◆ What is expected ◆
Using the entries that follow, report the number of lines that include the string "Tito", without any other text.

______

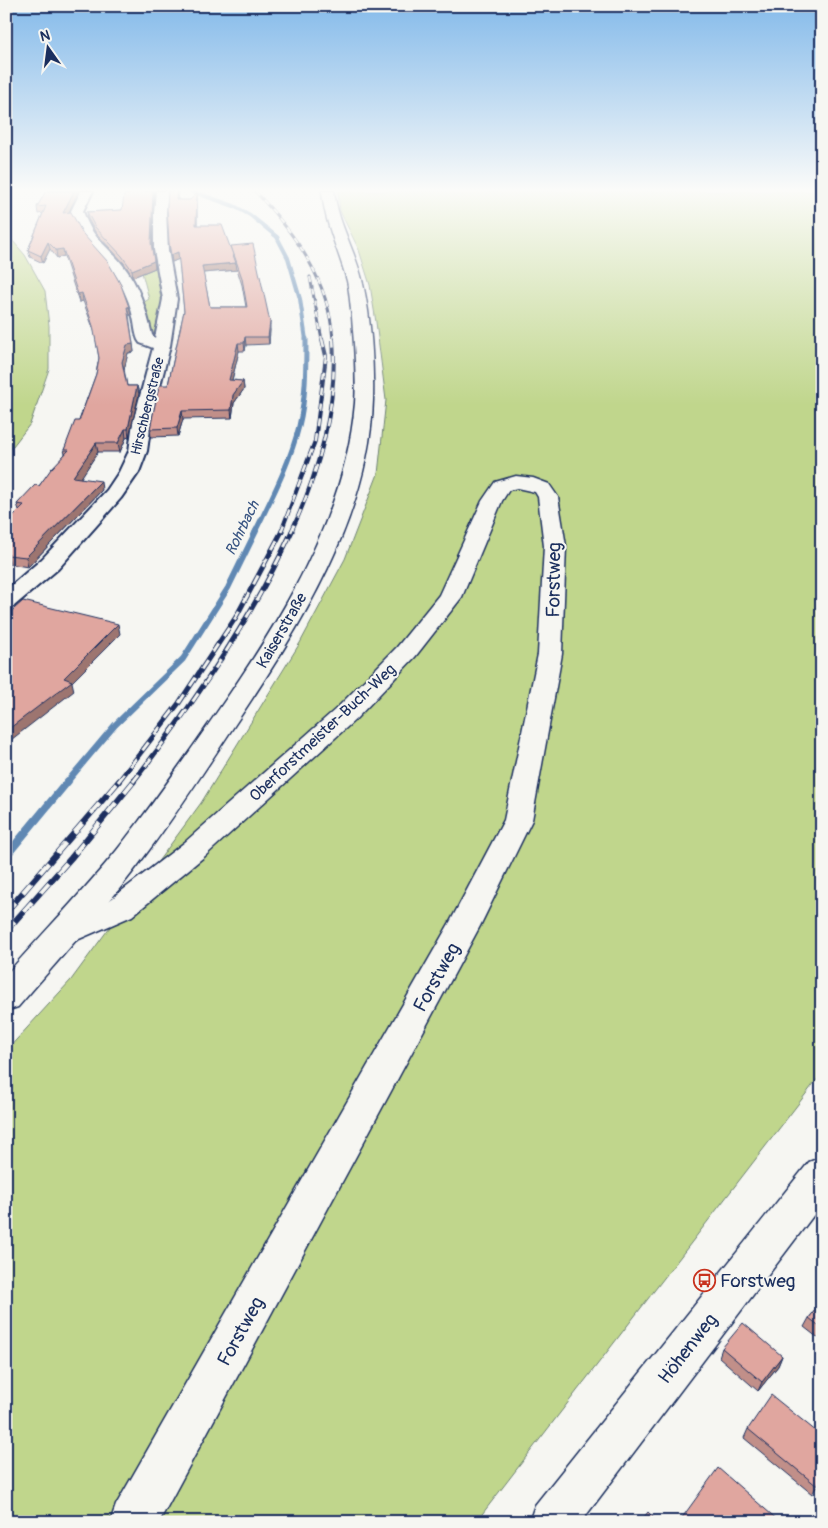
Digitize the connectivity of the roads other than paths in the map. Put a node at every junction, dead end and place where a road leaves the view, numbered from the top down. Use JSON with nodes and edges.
{"nodes":[{"id":1,"x":112,"y":262,"type":"edge"},
{"id":2,"x":163,"y":262,"type":"edge"},
{"id":3,"x":349,"y":262,"type":"edge"},
{"id":4,"x":162,"y":346,"type":"junction"},
{"id":5,"x":548,"y":497,"type":"joint"},
{"id":6,"x":6,"y":601,"type":"edge"},
{"id":7,"x":63,"y":934,"type":"junction"},
{"id":8,"x":6,"y":998,"type":"edge"},
{"id":9,"x":822,"y":1174,"type":"edge"},
{"id":10,"x":133,"y":1522,"type":"edge"},
{"id":11,"x":552,"y":1522,"type":"edge"}],
"edges":[{"from":1,"to":4,"type":"street"},
{"from":2,"to":4,"type":"street","name":"Hirschbergstraße"},
{"from":3,"to":7,"type":"street","name":"Kaiserstraße"},
{"from":4,"to":6,"type":"street","name":"Hirschbergstraße"},
{"from":5,"to":7,"type":"street","name":"Oberforstmeister-Buch-Weg"},
{"from":5,"to":10,"type":"street","name":"Forstweg"},
{"from":7,"to":8,"type":"street","name":"Kaiserstraße"},
{"from":9,"to":11,"type":"street","name":"Höhenweg"}]}
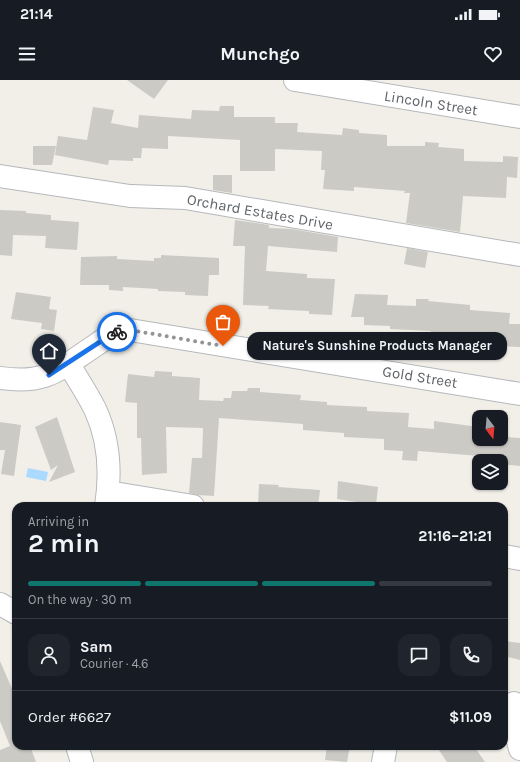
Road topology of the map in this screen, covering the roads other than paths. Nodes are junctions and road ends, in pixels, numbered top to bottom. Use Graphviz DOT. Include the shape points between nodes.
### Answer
graph roads {
  1 [pos="295,80"];
  2 [pos="520,117"];
  3 [pos="0,176"];
  4 [pos="520,255"];
  5 [pos="68,363"];
  6 [pos="0,378"];
  7 [pos="520,394"];
  8 [pos="107,499"];
  9 [pos="144,502"];
  10 [pos="508,557"];
  11 [pos="520,559"];
  12 [pos="0,604"];
  13 [pos="12,611"];
  14 [pos="513,703"];
  15 [pos="520,749"];
  16 [pos="78,750"];
  17 [pos="385,750"];
  18 [pos="82,762"];
  19 [pos="383,762"];
  1 -- 2 [label="street, Lincoln Street"];
  3 -- 4 [label="street, Orchard Estates Drive" via="130,196 185,198"];
  5 -- 6 [label="street, Gold Street" via="43,378"];
  5 -- 7 [label="street, Gold Street" via="109,336 130,330"];
  5 -- 8 [label="street" via="100,422 108,461"];
  8 -- 9 [label="street"];
  10 -- 11 [label="street"];
  12 -- 13 [label="street"];
  14 -- 15 [label="street" via="514,726"];
  16 -- 18 [label="street"];
  17 -- 19 [label="street"];
}
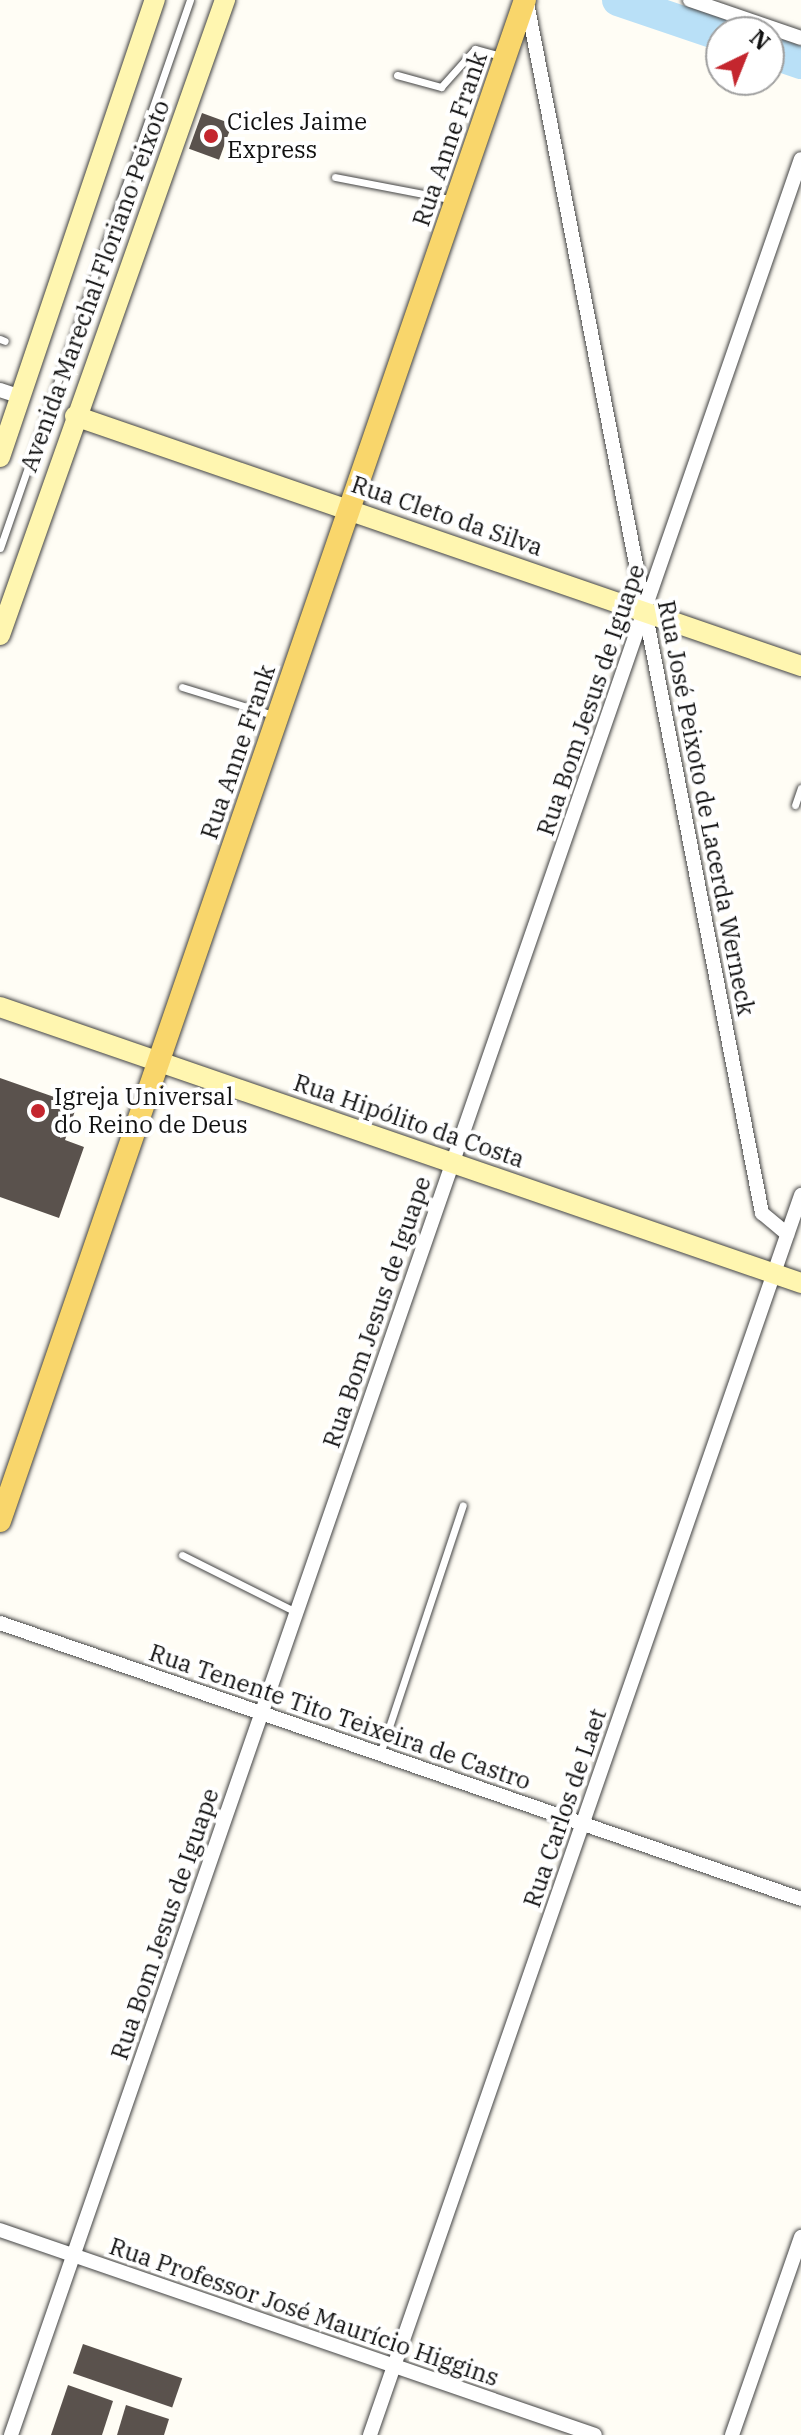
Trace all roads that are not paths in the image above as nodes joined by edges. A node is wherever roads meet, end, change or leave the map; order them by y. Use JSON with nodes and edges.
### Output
{"nodes":[{"id":1,"x":155,"y":0,"type":"edge"},
{"id":2,"x":190,"y":0,"type":"edge"},
{"id":3,"x":225,"y":0,"type":"edge"},
{"id":4,"x":526,"y":0,"type":"edge"},
{"id":5,"x":690,"y":0,"type":"edge"},
{"id":6,"x":801,"y":38,"type":"edge"},
{"id":7,"x":506,"y":57,"type":"junction"},
{"id":8,"x":397,"y":75,"type":"dead end"},
{"id":9,"x":801,"y":159,"type":"edge"},
{"id":10,"x":335,"y":177,"type":"dead end"},
{"id":11,"x":456,"y":200,"type":"junction"},
{"id":12,"x":0,"y":390,"type":"edge"},
{"id":13,"x":21,"y":397,"type":"junction"},
{"id":14,"x":75,"y":416,"type":"junction"},
{"id":15,"x":0,"y":457,"type":"edge"},
{"id":16,"x":349,"y":510,"type":"junction"},
{"id":17,"x":0,"y":548,"type":"edge"},
{"id":18,"x":645,"y":612,"type":"junction"},
{"id":19,"x":0,"y":635,"type":"edge"},
{"id":20,"x":801,"y":666,"type":"edge"},
{"id":21,"x":182,"y":687,"type":"dead end"},
{"id":22,"x":278,"y":716,"type":"junction"},
{"id":23,"x":801,"y":788,"type":"edge"},
{"id":24,"x":795,"y":805,"type":"dead end"},
{"id":25,"x":0,"y":1007,"type":"edge"},
{"id":26,"x":159,"y":1062,"type":"junction"},
{"id":27,"x":452,"y":1163,"type":"junction"},
{"id":28,"x":801,"y":1195,"type":"edge"},
{"id":29,"x":787,"y":1234,"type":"junction"},
{"id":30,"x":774,"y":1274,"type":"junction"},
{"id":31,"x":801,"y":1283,"type":"edge"},
{"id":32,"x":463,"y":1505,"type":"dead end"},
{"id":33,"x":0,"y":1521,"type":"edge"},
{"id":34,"x":182,"y":1555,"type":"dead end"},
{"id":35,"x":296,"y":1612,"type":"junction"},
{"id":36,"x":0,"y":1623,"type":"edge"},
{"id":37,"x":261,"y":1713,"type":"junction"},
{"id":38,"x":380,"y":1754,"type":"junction"},
{"id":39,"x":583,"y":1824,"type":"junction"},
{"id":40,"x":801,"y":1899,"type":"edge"},
{"id":41,"x":0,"y":2230,"type":"edge"},
{"id":42,"x":801,"y":2237,"type":"edge"},
{"id":43,"x":73,"y":2256,"type":"junction"},
{"id":44,"x":394,"y":2366,"type":"junction"},
{"id":45,"x":11,"y":2435,"type":"edge"},
{"id":46,"x":370,"y":2435,"type":"edge"},
{"id":47,"x":595,"y":2435,"type":"edge"},
{"id":48,"x":732,"y":2435,"type":"edge"}],
"edges":[{"from":1,"to":13,"type":"street","name":"Avenida Marechal Floriano Peixoto"},
{"from":2,"to":17,"type":"lane"},
{"from":3,"to":14,"type":"street","name":"Avenida Marechal Floriano Peixoto"},
{"from":4,"to":7,"type":"main road","name":"Rua Anne Frank"},
{"from":4,"to":18,"type":"street","name":"Rua José Peixoto de Lacerda Werneck"},
{"from":5,"to":6,"type":"street"},
{"from":7,"to":8,"type":"lane"},
{"from":7,"to":11,"type":"main road","name":"Rua Anne Frank"},
{"from":9,"to":18,"type":"street","name":"Rua Bom Jesus de Iguape"},
{"from":10,"to":11,"type":"lane"},
{"from":11,"to":16,"type":"main road","name":"Rua Anne Frank"},
{"from":12,"to":13,"type":"street"},
{"from":13,"to":15,"type":"street","name":"Avenida Marechal Floriano Peixoto"},
{"from":14,"to":16,"type":"street","name":"Rua Cleto da Silva"},
{"from":14,"to":19,"type":"street","name":"Avenida Marechal Floriano Peixoto"},
{"from":16,"to":18,"type":"street","name":"Rua Cleto da Silva"},
{"from":16,"to":22,"type":"main road","name":"Rua Anne Frank"},
{"from":18,"to":20,"type":"street","name":"Rua Cleto da Silva"},
{"from":18,"to":27,"type":"street","name":"Rua Bom Jesus de Iguape"},
{"from":18,"to":29,"type":"street","name":"Rua José Peixoto de Lacerda Werneck"},
{"from":21,"to":22,"type":"lane"},
{"from":22,"to":26,"type":"main road","name":"Rua Anne Frank"},
{"from":23,"to":24,"type":"lane"},
{"from":25,"to":26,"type":"street","name":"Rua Hipólito da Costa"},
{"from":26,"to":27,"type":"street","name":"Rua Hipólito da Costa"},
{"from":26,"to":33,"type":"main road","name":"Rua Anne Frank"},
{"from":27,"to":30,"type":"street","name":"Rua Hipólito da Costa"},
{"from":27,"to":35,"type":"street","name":"Rua Bom Jesus de Iguape"},
{"from":28,"to":29,"type":"street","name":"Rua Carlos de Laet"},
{"from":29,"to":30,"type":"street","name":"Rua Carlos de Laet"},
{"from":30,"to":31,"type":"street","name":"Rua Hipólito da Costa"},
{"from":30,"to":39,"type":"street","name":"Rua Carlos de Laet"},
{"from":32,"to":38,"type":"lane"},
{"from":34,"to":35,"type":"lane"},
{"from":35,"to":37,"type":"street","name":"Rua Bom Jesus de Iguape"},
{"from":36,"to":37,"type":"street","name":"Rua Tenente Tito Teixeira de Castro"},
{"from":37,"to":38,"type":"street","name":"Rua Tenente Tito Teixeira de Castro"},
{"from":37,"to":43,"type":"street","name":"Rua Bom Jesus de Iguape"},
{"from":38,"to":39,"type":"street","name":"Rua Tenente Tito Teixeira de Castro"},
{"from":39,"to":40,"type":"street","name":"Rua Tenente Tito Teixeira de Castro"},
{"from":39,"to":44,"type":"street","name":"Rua Carlos de Laet"},
{"from":41,"to":43,"type":"street","name":"Rua Professor José Maurício Higgins"},
{"from":42,"to":48,"type":"street"},
{"from":43,"to":44,"type":"street","name":"Rua Professor José Maurício Higgins"},
{"from":43,"to":45,"type":"street","name":"Rua Bom Jesus de Iguape"},
{"from":44,"to":46,"type":"street","name":"Rua Carlos de Laet"},
{"from":44,"to":47,"type":"street","name":"Rua Professor José Maurício Higgins"}]}
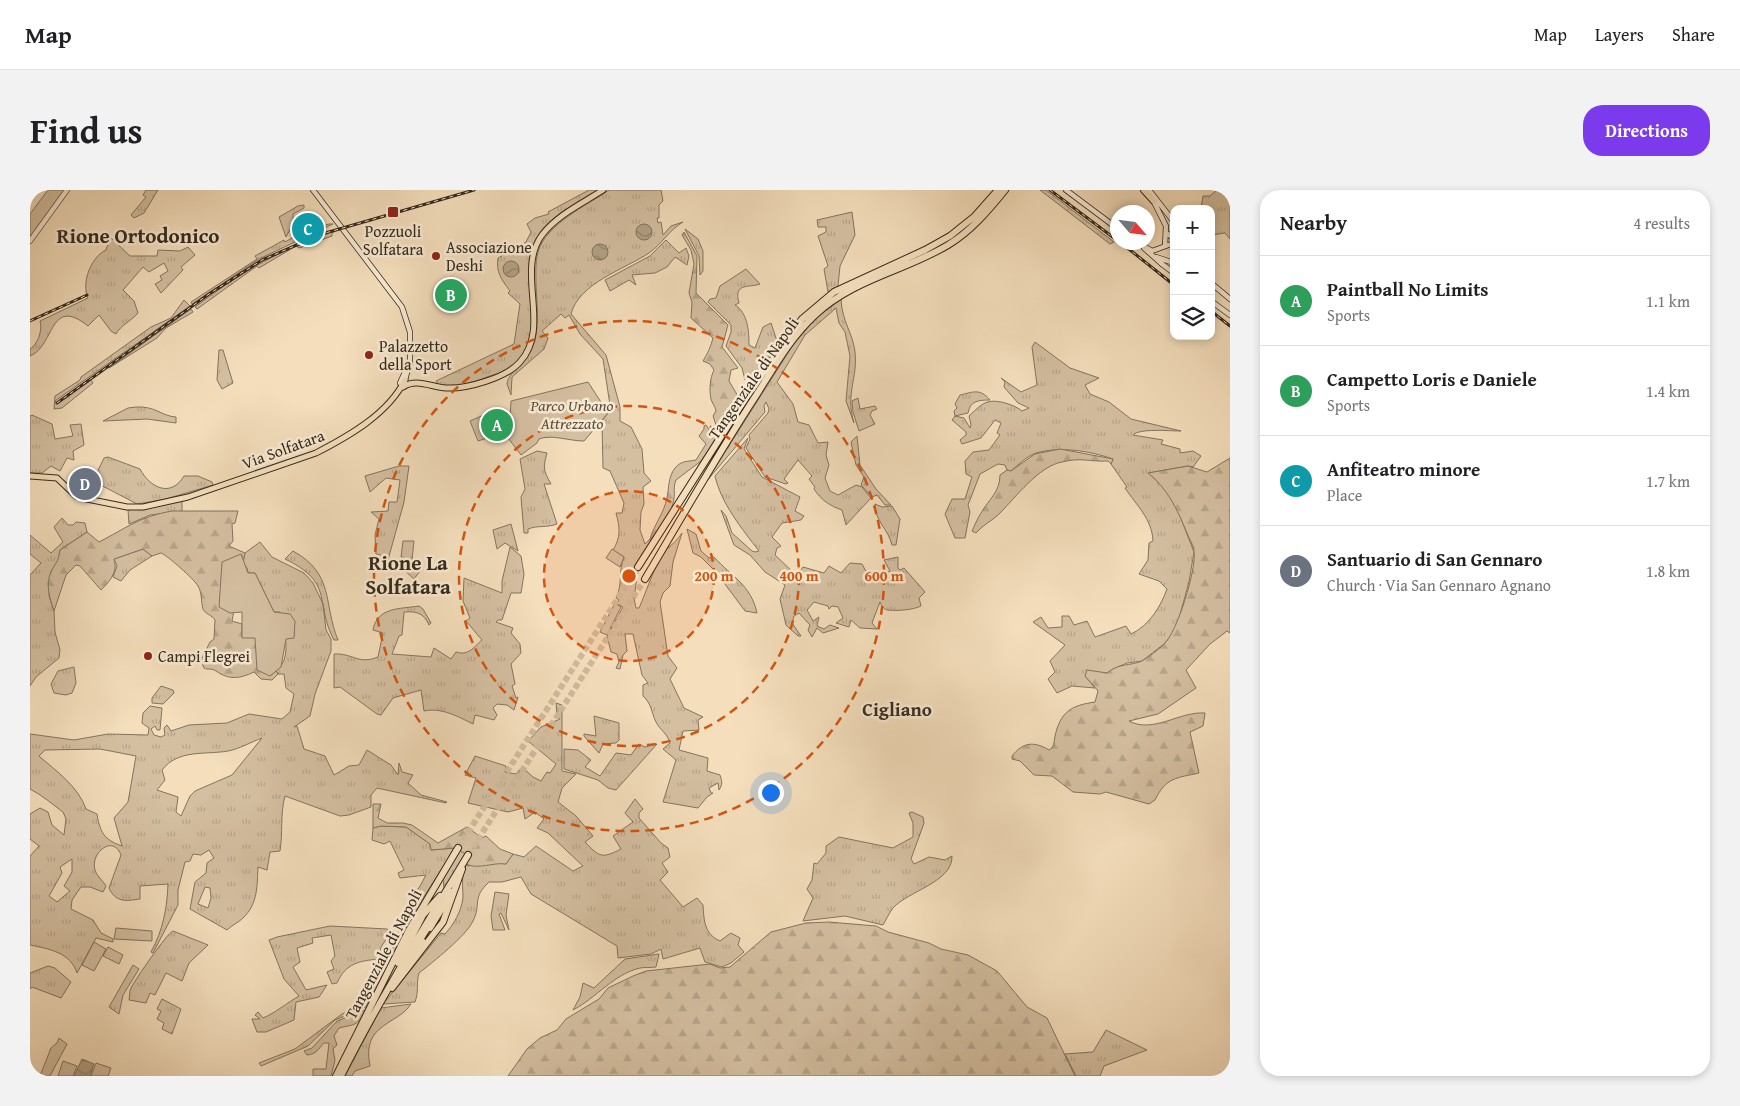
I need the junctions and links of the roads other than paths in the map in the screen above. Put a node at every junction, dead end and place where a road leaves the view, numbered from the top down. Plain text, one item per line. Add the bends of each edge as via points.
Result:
1 (67, 190) edge
2 (313, 190) edge
3 (603, 190) edge
4 (998, 190) edge
5 (1005, 190) edge
6 (1066, 190) edge
7 (1147, 190) edge
8 (1154, 201) joint
9 (1170, 217) edge
10 (1170, 222) edge
11 (1110, 223) edge
12 (1166, 226) junction
13 (1167, 233) junction
14 (1170, 236) edge
15 (30, 241) edge
16 (1170, 245) edge
17 (1164, 247) junction
18 (1146, 250) edge
19 (1155, 250) edge
20 (1164, 262) junction
21 (1170, 263) edge
22 (1170, 270) edge
23 (1215, 287) edge
24 (1230, 299) edge
25 (1215, 304) edge
26 (1230, 315) edge
27 (406, 372) junction
28 (410, 381) junction
29 (400, 386) junction
30 (30, 476) edge
31 (638, 567) tunnel mouth
32 (645, 579) tunnel mouth
33 (458, 848) tunnel mouth
34 (468, 855) tunnel mouth
35 (460, 876) junction
36 (446, 891) junction
37 (452, 902) junction
38 (398, 980) junction
39 (386, 993) junction
40 (336, 1076) edge
41 (341, 1076) edge

1 - 15 main road
2 - 27 main road, Via Solfatara via 399,302 410,332
3 - 28 main road via 552,224 537,244 532,269 532,338 520,362 509,372 459,387
4 - 31 highway, Tangenziale di Napoli via 985,206 950,236 834,292 802,319 756,383
5 - 32 highway, Tangenziale di Napoli via 984,215 947,245 844,293 802,329 715,458
6 - 11 main road
7 - 8 highway
7 - 9 main road
8 - 12 main road
10 - 12 main road
12 - 13 main road
13 - 14 main road
13 - 17 main road
16 - 17 main road
17 - 19 main road
17 - 20 main road
18 - 20 main road
20 - 21 main road
20 - 22 main road
23 - 24 main road
25 - 26 main road
27 - 28 main road, Via Solfatara
27 - 29 main road, Via Solfatara
28 - 29 main road, Via Solfatara
29 - 30 main road, Via Solfatara via 369,420 316,453 165,502 127,507 76,496 53,476
33 - 40 highway, Tangenziale di Napoli via 409,930
34 - 35 highway, Tangenziale di Napoli
35 - 36 highway, Tangenziale di Napoli
35 - 37 highway
35 - 38 highway
35 - 38 highway via 437,925
35 - 39 highway
36 - 39 highway, Tangenziale di Napoli
36 - 39 highway via 417,925
37 - 38 highway via 439,926
37 - 38 highway via 443,922
38 - 39 highway
39 - 41 highway, Tangenziale di Napoli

______

◆ Task output ◆
4